Thanks to everyone who responded to last week’s article on Grammar Schools. I feel I am slowly becoming able to articulate what I think about this.
An article in The Guardian today has clarified things further:
The gist of the story is that Latymer School, a Grammar School with 96% A*-C pass rate at A-level, has asked its parents for more money. The Guardian quotes the school as saying:
“We are now appealing to all parents and carers of current students to support the school either by making a new or increasing an existing voluntary regular donation. Typically the amount you would pledge would be £30-£50 per month (£360-600 per annum) over the period your child attends Latymer. This averages out at between £1.89 and £3.15 per school day and is considerably less than the average fees of an independent school.”

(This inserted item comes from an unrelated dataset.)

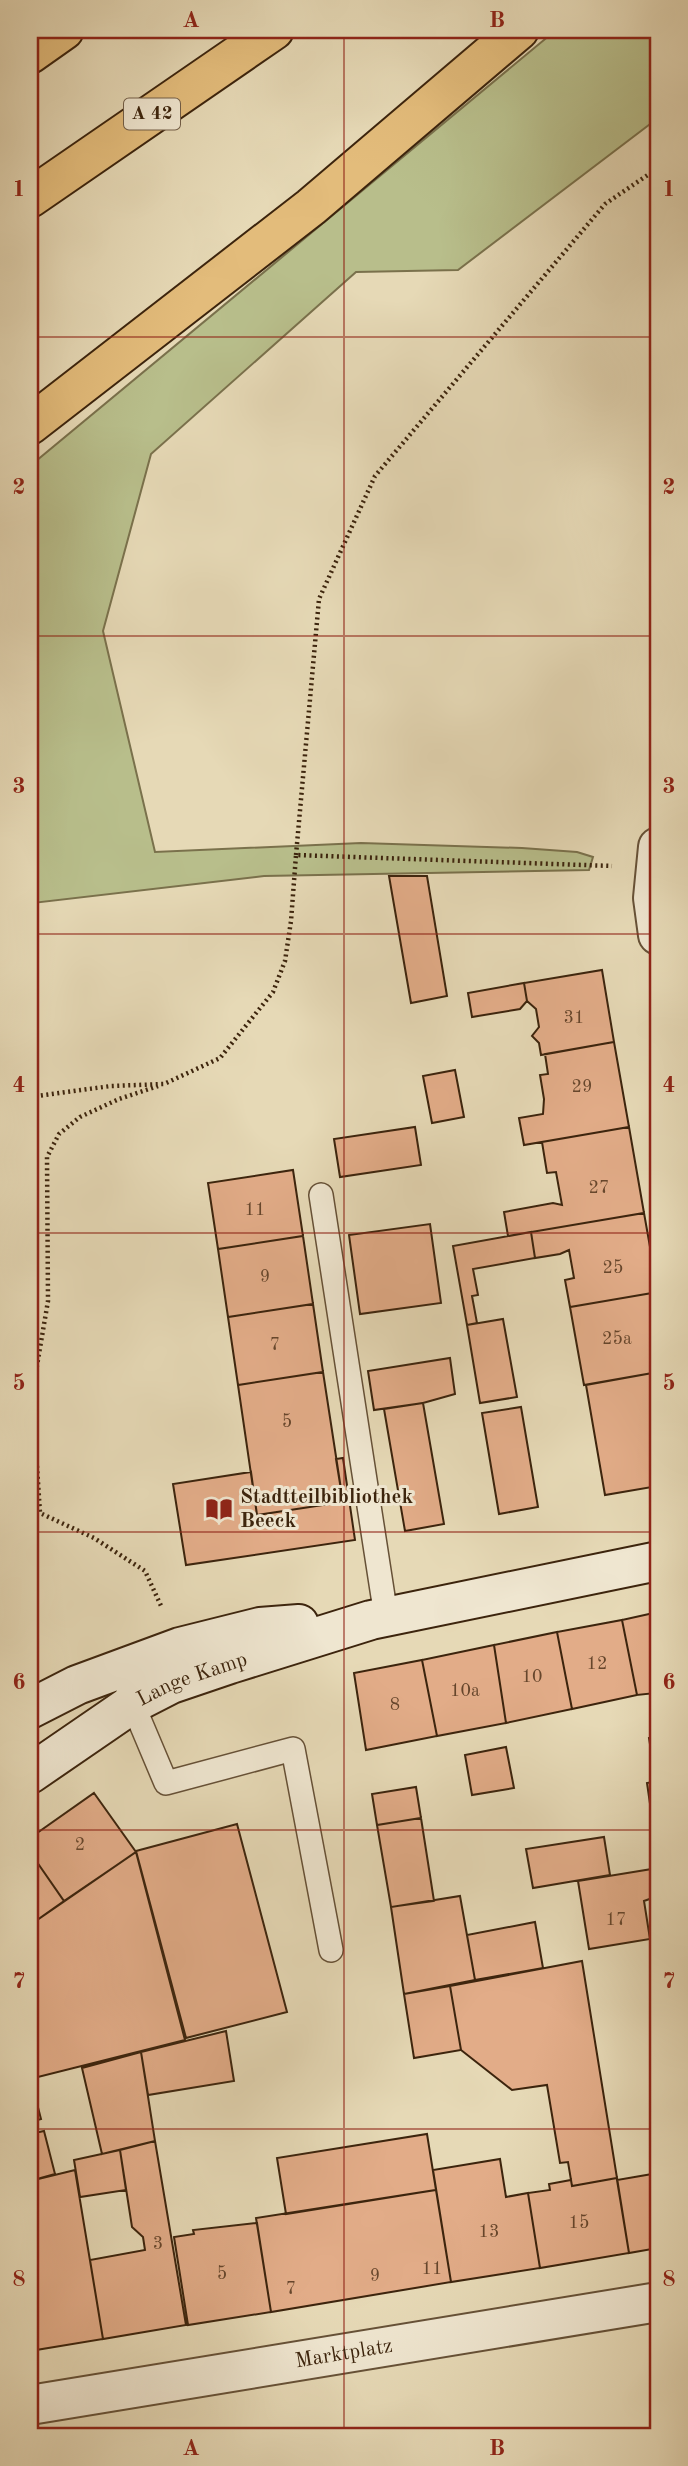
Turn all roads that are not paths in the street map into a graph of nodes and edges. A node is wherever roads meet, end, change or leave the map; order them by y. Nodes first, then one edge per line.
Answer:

It seems like a perfectly reasonable request. I think Tiffin School asked – but did not require – something similar.
The contribution amounts to roughly £50,000 per school year (i.e. about £350,000 per year across all seven school years). But not all schools have parents who could afford such a contribution.
And isn’t the point of state schools that parents don’t have to pay directly?
Latymer has been able to keep going in the last couple of years despite cuts to their budget because of the Latymer Foundation, which clearly has substantial funds available.
In a June 2015 letter to parents available on the school web site, the trustees write:
To balance the budgets over the next two years, the Foundation will underwrite the school deficits for 2015/16 and 2016/17 for potentially in excess of £1million. The funding will help buffer the impact of the significant drop in funding and increased costs for the next 18 months.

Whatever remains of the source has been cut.